A leading forecaster of the PC market is ratcheting up its global industry outlook thanks in part to a stronger-than-expected surge in consumer activity in the U.S. and Europe during the second quarter.
“The consumer is the main reason for the PC growth. Worldwide, the consumer is acting very strong,” said Kiyomi Yamada, Gartner’s industry analyst for computing platforms worldwide group.
As a result of its second quarter findings, Gartner ratcheted up its worldwide PC shipments forecast to a growth rate of 9.6 percent in the third quarter, with unit shipments now expected to reach 39.8 million. Prior to the revision, analysts projected an 8 percent increase.
For the full year, Gartner projects PC shipments to grow 8.9 percent to reach 161.3 million units. A rise of 7.2 percent was previously forecast.
But while the upward revisions (albeit slight) represented a positive sign for the industry, PC vendors remain under intense pressure to squeeze out unit shipments at the expense of margins. And Gartner remains “cautious” about any sustained recovery given the current economic conditions and business IT spending habits.
“Prices are dropping,” Yamada told internetnews.com.
For instance, even though unit shipments growth rates are approaching 10 percent, total revenue from PC shipments is only expected to rise 3.1 percent to $47.1 billion in the third quarter and 3.5 percent to $192.1 billion for 2003, the analyst cited.
And that disparity between unit shipments and total revenue is due largely to the very nature of the consumer market: consumers now are much more price-sensitive than enterprise customers in years past, she explained.

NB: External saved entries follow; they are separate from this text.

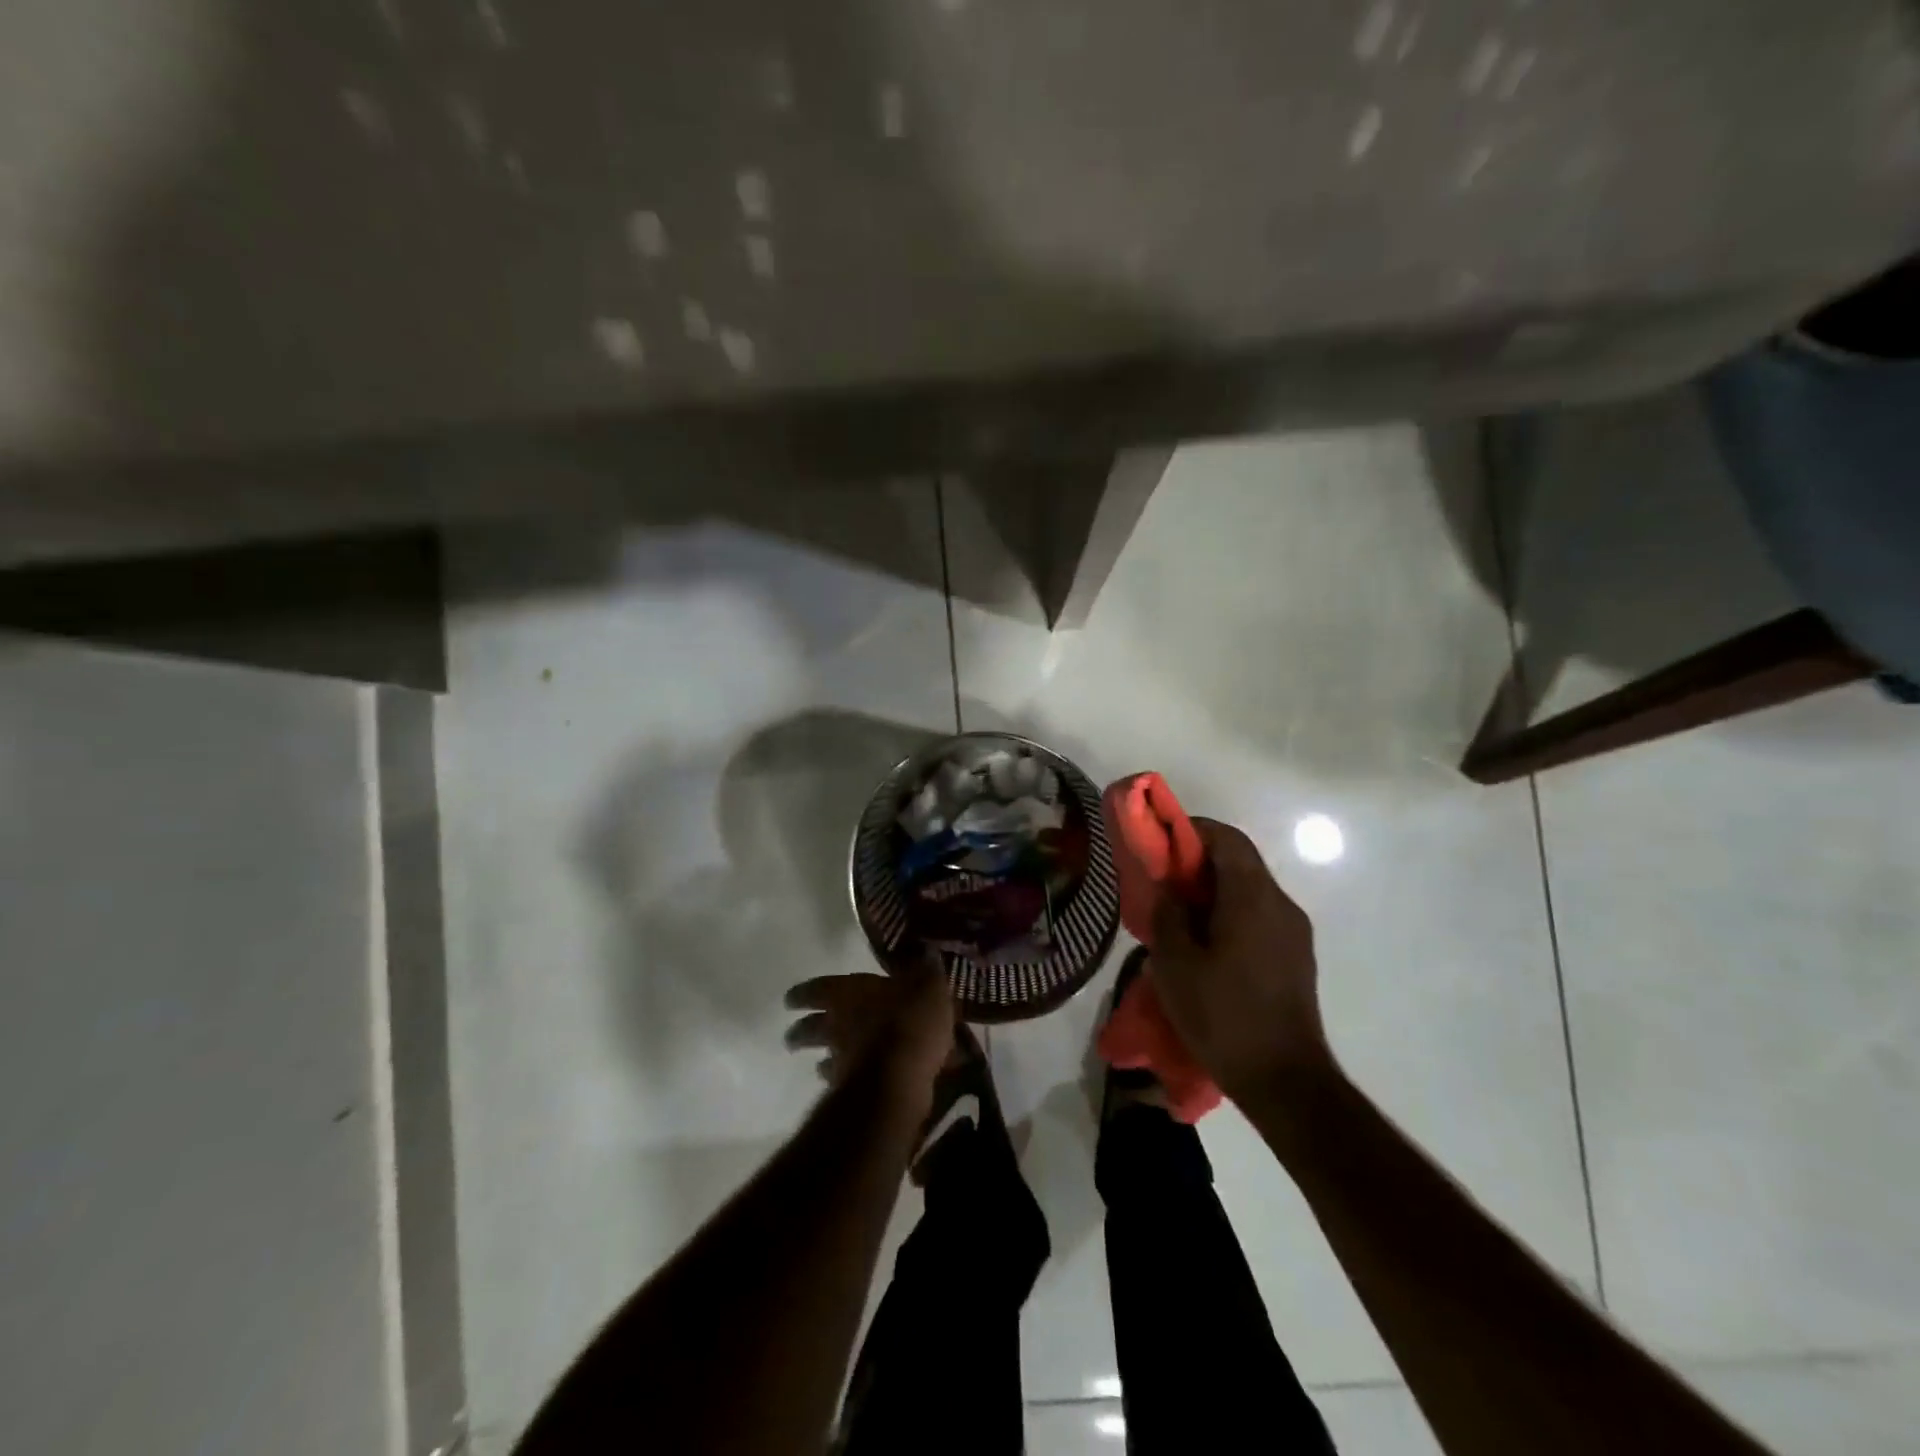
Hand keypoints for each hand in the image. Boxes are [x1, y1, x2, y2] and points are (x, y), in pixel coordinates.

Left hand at [784, 954, 955, 1103]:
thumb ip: (926, 971)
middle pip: (808, 1027)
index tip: (790, 1000)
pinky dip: (843, 1081)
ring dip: (820, 1059)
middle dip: (800, 1030)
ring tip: (820, 1064)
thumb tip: (928, 950)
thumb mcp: (928, 987)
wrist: (899, 1076)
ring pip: (822, 1057)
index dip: (803, 993)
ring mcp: (841, 1058)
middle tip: (793, 1036)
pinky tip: (850, 1084)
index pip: (816, 988)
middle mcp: (836, 1024)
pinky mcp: (851, 1089)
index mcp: (847, 992)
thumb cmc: (909, 1020)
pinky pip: (841, 1082)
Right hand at [1149, 818, 1333, 1104]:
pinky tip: (1207, 946)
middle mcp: (1280, 904)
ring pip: (1249, 890)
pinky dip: (1231, 914)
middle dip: (1199, 863)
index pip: (1226, 838)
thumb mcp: (1175, 963)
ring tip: (1180, 917)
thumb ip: (1168, 914)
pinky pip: (1259, 916)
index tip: (1160, 843)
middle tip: (1162, 882)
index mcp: (1252, 897)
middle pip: (1239, 861)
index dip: (1191, 831)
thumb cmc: (1223, 1015)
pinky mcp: (1296, 957)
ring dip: (1214, 891)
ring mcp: (1294, 932)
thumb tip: (1169, 888)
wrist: (1284, 1081)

That, however, hasn’t stopped PC vendors in courting the consumer market. Hewlett-Packard announced plans to spend $300 million in its largest-ever consumer marketing campaign. And Yamada expects to see more participants hopping aboard the consumer marketing bandwagon.
“It’s nice initially but it takes time to utilize all of the devices. We still cannot connect PC to consumer electronics devices. It’s really in its early stages. We have to wait to see a little bit longer what the effects of that will be. But those kinds of initiatives will be popular going forward,” she explained.
The notebooks segment remain one of the major drivers of the growth as performance improvements continue to drive whitebox notebooks sales and prices of Wi-Fi-enabled units approach the reach of non-business users, analysts said.
However, one of the biggest challenges PC vendors face is the elongated cycle of replacing older units. Gartner analysts said the anticipated replacement cycle has been slower than expected and isn’t likely to be evident until early 2004. Users are still replacing machines as they reach the end of usable life but often those upgrades are being delayed.
Gartner’s revision was released the same day that Dell is scheduled to report its second-quarter results. Financial analysts expect the Round Rock, Texas-based PC vendor to register double-digit growth in both enterprise and home PC sales.
In fact, based on preliminary rankings for the second-quarter, Dell tops the worldwide and U.S. PC market with growth rates of nearly 30 percent. And that growth is coming at the expense of HP and nearly every other vendor, Yamada said.